EXTRACTED ENTRIES:
----
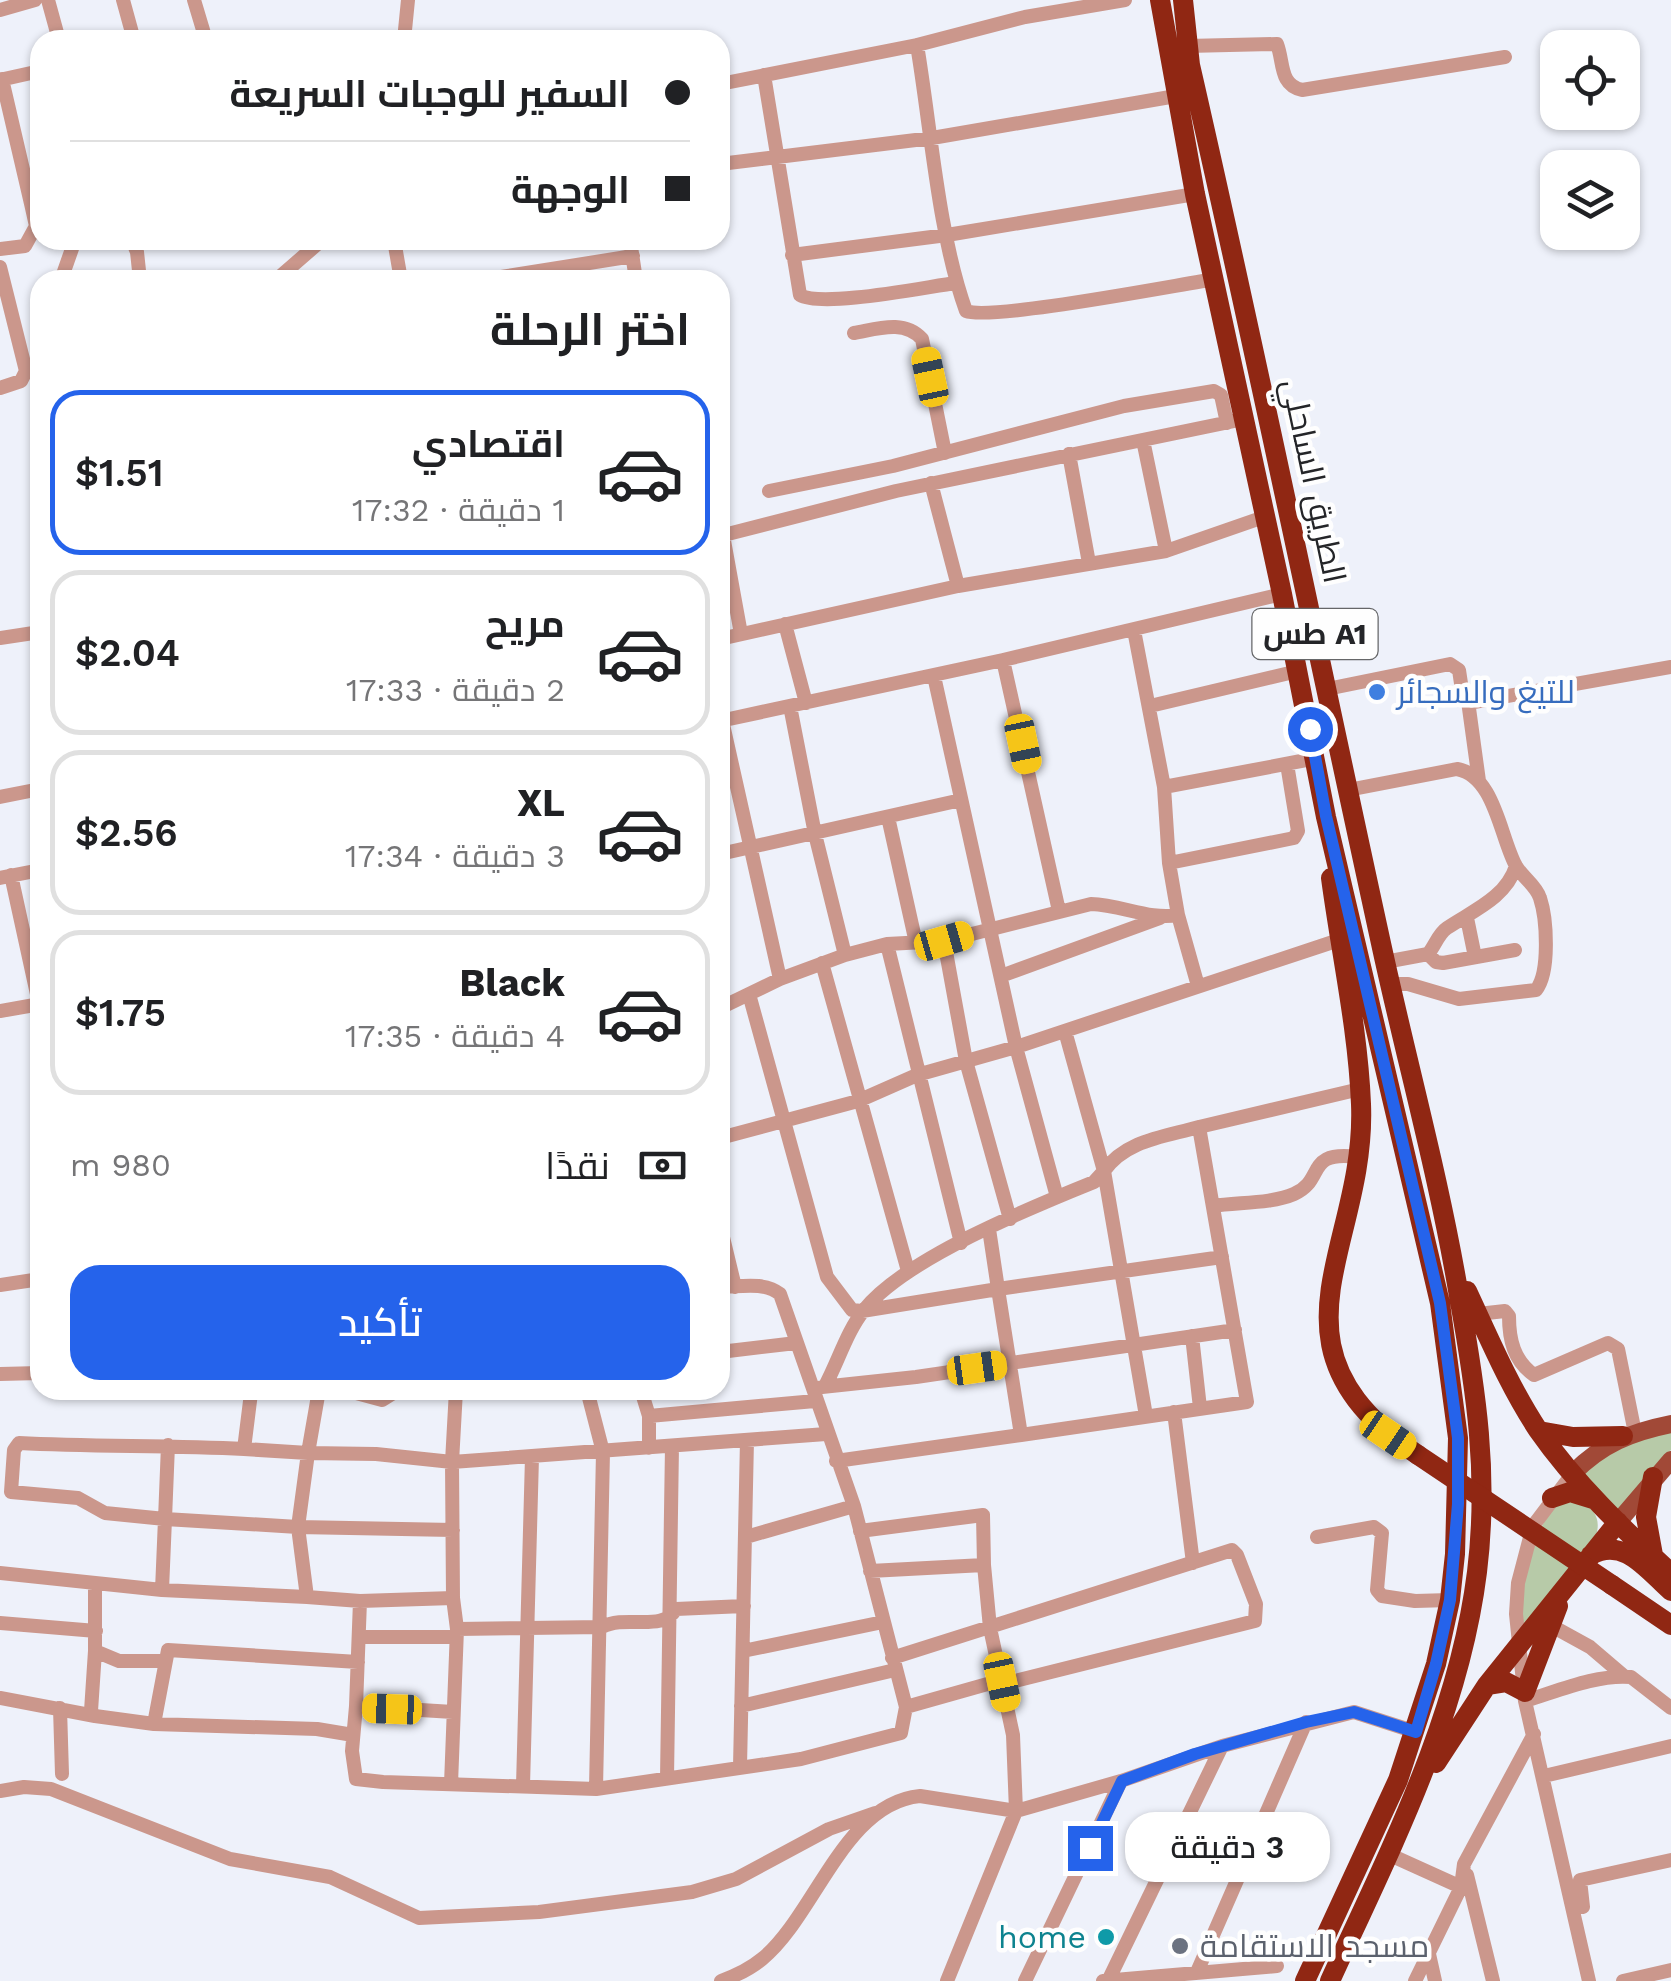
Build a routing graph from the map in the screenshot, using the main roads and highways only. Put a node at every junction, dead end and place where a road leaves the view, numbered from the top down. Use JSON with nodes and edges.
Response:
{"nodes":[{"id":1,"x":1160,"y":0,"type":"edge"},
{"id":2,"x":1183,"y":0,"type":"edge"},
{"id":3,"x":1347,"y":936,"type":"junction"},
{"id":4,"x":1455,"y":1266,"type":"junction"},
{"id":5,"x":1671,"y":1424,"type":"edge"},
{"id":6,"x":1539,"y":1431,"type":"junction"},
{"id":7,"x":1629,"y":1434,"type":"junction"},
{"id":8,"x":1671,"y":1460,"type":"edge"},
{"id":9,"x":1572,"y":1473,"type":"junction"},
{"id":10,"x":1654,"y":1477,"type":"junction"},
{"id":11,"x":1552,"y":1498,"type":"road end"},
{"id":12,"x":1598,"y":1500,"type":"junction"},
{"id":13,"x":1618,"y":1522,"type":"junction"},
{"id":14,"x":1591,"y":1555,"type":"junction"},
{"id":15,"x":1654,"y":1557,"type":"junction"},
{"id":16,"x":1671,"y":1573,"type":"edge"},
{"id":17,"x":1564,"y":1591,"type":"junction"},
{"id":18,"x":1671,"y":1591,"type":"edge"},
{"id":19,"x":1671,"y":1624,"type":"edge"},
{"id":20,"x":1487,"y":1685,"type":"junction"},
{"id":21,"x":1406,"y":1814,"type":"junction"},
{"id":22,"x":1305,"y":1981,"type":"edge"},
{"id":23,"x":1330,"y":1981,"type":"edge"}],
"edges":[{"from":1,"to":3,"type":"highway","name":"الطريق الساحلي","number":"طس A1"},
{"from":2,"to":4,"type":"highway","name":"الطريق الساحلي","number":"طس A1"},
{"from":3,"to":19,"type":"highway","bridge":true},
{"from":3,"to":22,"type":"highway"},
{"from":4,"to":6,"type":"highway","name":"الطريق الساحلي","number":"طس A1"},
{"from":4,"to":21,"type":"highway","name":"الطريق الساحلي"},
{"from":5,"to":7,"type":"main road"},
{"from":6,"to":7,"type":"highway"},
{"from":6,"to":9,"type":"highway","name":"الطريق الساحلي","number":"طس A1"},
{"from":7,"to":9,"type":"main road"},
{"from":8,"to":10,"type":"main road"},
{"from":9,"to":12,"type":"highway","name":"الطريق الساحلي","number":"طس A1"},
{"from":10,"to":13,"type":"main road"},
{"from":10,"to":15,"type":"highway"},
{"from":11,"to":12,"type":"highway"},
{"from":12,"to":13,"type":"highway","name":"الطريق الساحلي","number":"طس A1"},
{"from":13,"to":14,"type":"highway"},
{"from":13,"to":15,"type":"highway","name":"الطريق الساحلي","number":"طس A1"},
{"from":14,"to":17,"type":"highway"},
{"from":14,"to":18,"type":"highway"},
{"from":15,"to":16,"type":"highway","name":"الطريق الساحلي","number":"طس A1"},
{"from":17,"to":20,"type":"highway"},
{"from":17,"to":20,"type":"highway"},
{"from":20,"to":21,"type":"highway"},
{"from":21,"to":23,"type":"highway","name":"الطريق الساحلي"}]}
----
EXERCISE DIRECTIONS: Check the entries above line by line and return each one containing the word "nodes".

RESULT OF THIS EXERCISE:
Build a routing graph from the map in the screenshot, using the main roads and highways only. Put a node at every junction, dead end and place where a road leaves the view, numbered from the top down. Use JSON with nodes and edges.
{"nodes":[{"id":1,"x":1160,"y":0,"type":"edge"},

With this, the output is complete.